What Is Contemplation?


       The term “contemplation” refers essentially to a type of prayer, as well as a view of the self and God, and the way in which our selves interact with God. Contemplation can be seen as one form of a sort of broader Christian tradition we know of as mysticism, which pertains to a more internal, introspective, genuinely supernatural way of viewing and experiencing God and His word. It would be a dangerous thing here to create any notions of division or segregation where they do not exist, but suffice it to say that the mystic might be less concerned with outward manifestations of Christian life (reciting prayers, attending services, even doing charity), and would concentrate his or her efforts upon the inner dwelling of God in their own being. In its extreme form, mysticism could involve visions – one could certainly say that the Biblical prophets were all mystics. But again, mysticism is a fairly broad term that can encompass many elements of spiritual life.
       One reason, frankly, that mysticism and contemplation may be foreign to Protestant ears is that Protestants are missing out on 1500 years of Christian tradition, involving hundreds of long-known Christian saints, monks, writers, and figures who were mystics. The true shame in this, if nothing else, is that many Christians – especially those who seek a deeper, more mystical relationship with God – find themselves discouraged by the cerebral, unreflective brand of Christianity that most people think IS Christianity, and thus find themselves seeking something MORE, outside of the traditions of Christianity. The recent practice of Christianity, as the essential religious view of the Western world, has failed many of those thirsting for “waters from a deeper well” than that of God as far-away Father figure, untouchable and unknowable, and has driven many, many Christians into the New Age movement as well as into Eastern philosophy.
       Let me offer a quick aside here and clarify that, in my opinion, any thinking and genuinely seeking person of a spiritual bent, will undoubtedly investigate Eastern philosophy at some point in their lives. And well they should; these ideas offer valuable insights and ideas that escape the normal scope of our culture – particularly our consumer-driven American culture. I encourage any and every Christian to look into what Buddhists, Hindus, Taoists (and for that matter, any world religions!) have to say; if nothing else, it will help us understand one another better, and possibly help us understand our own faith better. While I am all for shielding the eyes and ears from elements outside of Christianity that might lead us off the path, I think willful, wanton ignorance has done far more to hurt Christians than it has to help us!
       Back to contemplation: I was no different than many, and simply felt that Christianity did not have much to offer me, once I stumbled upon eastern ideas of meditation, transcendence, the self, ego, detachment, and so forth. There is a part of us all, but especially some of us who seem just made this way, that thirsts for the silence and unspoken peacefulness of introspection; what the psychoanalyst Carl Jung called “individuation,” diving headlong into the dark waters of the unconscious to find the true, deeper nature of the self (perhaps it is Kierkegaard’s “Great leap of faith”).
       Let me clarify here, also, that I do not present contemplation as a means of conforming Christianity to meet a passing fancy for eastern philosophy. Far from it! Contemplative notions have numerous Biblical injunctions at their roots, and some of the earliest post-Biblical Christians, to whom Buddhist, Taoist, or Hindu terminology would have been utterly foreign, were some of the earliest Christians to develop contemplation into what it is now (these would be the Desert Fathers, hermits and ascetics who fled ‘civilization’ into the desert in the 300’s A.D.). But more on that shortly.
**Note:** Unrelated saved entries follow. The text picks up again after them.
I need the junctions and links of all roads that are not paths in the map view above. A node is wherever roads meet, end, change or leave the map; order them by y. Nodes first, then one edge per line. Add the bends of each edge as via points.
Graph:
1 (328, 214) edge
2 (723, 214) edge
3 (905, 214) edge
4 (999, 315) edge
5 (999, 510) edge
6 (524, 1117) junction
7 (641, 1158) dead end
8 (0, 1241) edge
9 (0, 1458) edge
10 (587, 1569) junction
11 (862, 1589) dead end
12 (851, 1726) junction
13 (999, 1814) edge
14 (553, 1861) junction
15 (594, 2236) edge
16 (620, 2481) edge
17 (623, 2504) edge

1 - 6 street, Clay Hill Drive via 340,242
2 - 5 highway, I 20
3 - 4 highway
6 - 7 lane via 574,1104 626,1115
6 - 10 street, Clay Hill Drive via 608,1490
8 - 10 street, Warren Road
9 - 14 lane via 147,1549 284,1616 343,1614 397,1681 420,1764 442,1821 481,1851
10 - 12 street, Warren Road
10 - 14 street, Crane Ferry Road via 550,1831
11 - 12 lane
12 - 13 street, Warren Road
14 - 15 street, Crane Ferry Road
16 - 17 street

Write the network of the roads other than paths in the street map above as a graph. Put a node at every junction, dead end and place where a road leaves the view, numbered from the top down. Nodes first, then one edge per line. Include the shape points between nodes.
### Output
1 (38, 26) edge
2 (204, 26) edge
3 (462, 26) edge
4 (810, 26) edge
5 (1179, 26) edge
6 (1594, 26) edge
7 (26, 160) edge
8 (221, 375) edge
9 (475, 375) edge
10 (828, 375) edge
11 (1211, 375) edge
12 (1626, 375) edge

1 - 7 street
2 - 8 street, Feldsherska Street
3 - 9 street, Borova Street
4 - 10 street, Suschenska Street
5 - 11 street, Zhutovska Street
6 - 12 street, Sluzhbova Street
What Do Contemplatives Believe?

       Well, at the very basis of the contemplative ideal is that God is not some distant being, “out there,” involving us in an “I-Thou” relationship that is distinctly a segregated affair. As Thomas Merton points out in “Opening the Bible,” God is not who we turn to when we have exhausted our powers of reasoning, when we have reached the end of our abilities to answer our questions and concerns. Instead, He is the very ground of our being, that FROM WHICH WE spring forth in existence. That is, we are made in God’s image – what does that mean? To the contemplative, it means that God resides within us, informing our hearts constantly, and that our true and real “selves” are made in the likeness of God; in effect, that our mission as Christians is to become our true “Selves” as God created us.
       The problem, then, is that we, via the world, have created for ourselves a false, egotistical notion of what our “self” is. We seek glory, power, success, money, fame, renown…or even that we become attached to THINGS, which make us slaves to an invented, superficial “self” that dwells on the surface of our psyche. Most of the activity of our conscious minds resides here: the constant chatter of a person trapped in a world of noise and confusion, of ego, desire, and greed. These are the seemingly ceaseless voices that pop into our heads even during normal, “mental” prayers…all part of a false “self” which many of us will confuse for our true identities. All that resides in this self will die when our bodies die; it is temporal, shallow, and a part of this world in a fallen, finite sense.

       Some comments, from Thomas Merton: “All sin starts from the assumption that my false self, the self that exists only in my own egocentric desires, is the fundamental reality of life to which everything else in the universe is ordered….Ultimately the only way I can become my (true) self is to become identified with Him in Whom is hidden the reason and fulfillment of my existence. Therefore there is only one problem on which all my existence, my peace and my happiness depend: to discover myself in discovering God.”
(Quotes from Merton’s “New Seeds of Contemplation.”)
       It should be noted here that therein lies what seems to me the fundamental distinction between eastern outlooks like Buddhism, and Christian contemplation: for the Buddhist, the “self” is a myth entirely; informing the “self” is nothingness, and emptiness which is to be sought in order to circumvent the cycle of suffering derived from attachments and desires, which can never be fulfilled. For the Christian, there is indeed emptiness at the center of the self, but it is an emptiness that is, paradoxically, full of the complete fullness that is God…God, who resides at the center of layer upon layer of falsity and ego, that which must be stripped away in order to find God, in whose image our True Selves is made.  (By the way, paradox is familiar ground in contemplation; see the St. John of the Cross quote I stumbled across in my Gethsemani journal on Saturday night!)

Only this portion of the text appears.